*** MATERIAL FOR THIS TASK
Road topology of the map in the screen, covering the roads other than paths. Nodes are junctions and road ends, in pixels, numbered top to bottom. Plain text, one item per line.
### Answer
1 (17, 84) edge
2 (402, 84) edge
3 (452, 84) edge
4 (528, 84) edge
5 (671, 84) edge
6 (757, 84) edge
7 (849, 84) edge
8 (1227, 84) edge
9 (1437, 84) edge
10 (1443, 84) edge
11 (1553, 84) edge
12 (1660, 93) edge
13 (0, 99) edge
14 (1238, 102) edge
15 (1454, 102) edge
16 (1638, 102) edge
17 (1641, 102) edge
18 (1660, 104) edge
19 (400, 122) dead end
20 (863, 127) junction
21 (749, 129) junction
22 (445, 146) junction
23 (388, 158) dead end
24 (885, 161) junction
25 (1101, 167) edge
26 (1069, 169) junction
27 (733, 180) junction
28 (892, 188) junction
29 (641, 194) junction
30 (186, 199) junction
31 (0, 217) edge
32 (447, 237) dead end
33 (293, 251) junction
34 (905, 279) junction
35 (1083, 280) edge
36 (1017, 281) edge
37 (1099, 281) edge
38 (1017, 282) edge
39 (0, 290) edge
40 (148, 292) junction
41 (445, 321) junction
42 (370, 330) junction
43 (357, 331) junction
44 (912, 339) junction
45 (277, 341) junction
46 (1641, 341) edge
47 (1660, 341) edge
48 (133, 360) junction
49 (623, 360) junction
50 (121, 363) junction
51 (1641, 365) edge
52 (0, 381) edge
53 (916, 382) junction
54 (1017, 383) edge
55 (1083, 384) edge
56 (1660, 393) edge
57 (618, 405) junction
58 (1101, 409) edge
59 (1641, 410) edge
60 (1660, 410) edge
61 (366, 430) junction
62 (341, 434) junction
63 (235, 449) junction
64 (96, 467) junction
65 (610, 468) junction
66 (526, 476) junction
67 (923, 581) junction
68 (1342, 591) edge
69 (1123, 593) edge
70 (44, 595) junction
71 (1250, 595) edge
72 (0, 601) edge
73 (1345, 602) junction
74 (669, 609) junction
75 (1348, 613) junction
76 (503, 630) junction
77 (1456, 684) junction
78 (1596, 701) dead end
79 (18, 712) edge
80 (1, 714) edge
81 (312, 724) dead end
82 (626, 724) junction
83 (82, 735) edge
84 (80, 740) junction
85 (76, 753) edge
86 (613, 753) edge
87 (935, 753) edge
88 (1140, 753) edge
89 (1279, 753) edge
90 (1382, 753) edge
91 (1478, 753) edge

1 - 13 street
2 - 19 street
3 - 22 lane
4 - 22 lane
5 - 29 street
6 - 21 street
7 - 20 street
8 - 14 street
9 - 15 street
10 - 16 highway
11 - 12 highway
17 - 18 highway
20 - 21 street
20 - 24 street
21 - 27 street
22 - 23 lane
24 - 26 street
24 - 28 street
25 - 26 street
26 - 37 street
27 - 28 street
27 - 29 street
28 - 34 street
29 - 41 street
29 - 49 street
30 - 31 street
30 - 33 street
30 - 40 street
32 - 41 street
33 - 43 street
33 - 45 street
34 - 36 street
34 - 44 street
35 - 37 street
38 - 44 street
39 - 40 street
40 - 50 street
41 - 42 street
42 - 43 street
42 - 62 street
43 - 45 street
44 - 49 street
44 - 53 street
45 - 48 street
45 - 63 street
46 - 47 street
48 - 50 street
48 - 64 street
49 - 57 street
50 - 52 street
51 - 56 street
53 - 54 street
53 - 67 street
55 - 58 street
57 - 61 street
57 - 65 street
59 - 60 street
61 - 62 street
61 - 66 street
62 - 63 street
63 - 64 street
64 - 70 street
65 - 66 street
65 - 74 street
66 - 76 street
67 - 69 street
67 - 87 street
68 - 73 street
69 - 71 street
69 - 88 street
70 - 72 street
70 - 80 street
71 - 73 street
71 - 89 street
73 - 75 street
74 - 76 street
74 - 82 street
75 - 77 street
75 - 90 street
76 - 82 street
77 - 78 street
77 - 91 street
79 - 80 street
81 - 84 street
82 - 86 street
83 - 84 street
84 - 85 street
******
=== TASK TO COMPLETE ===
Looking at the entries above, count the lines that contain the string "dead", then give the number and nothing else.

=== RESULT OF THIS TASK ===
5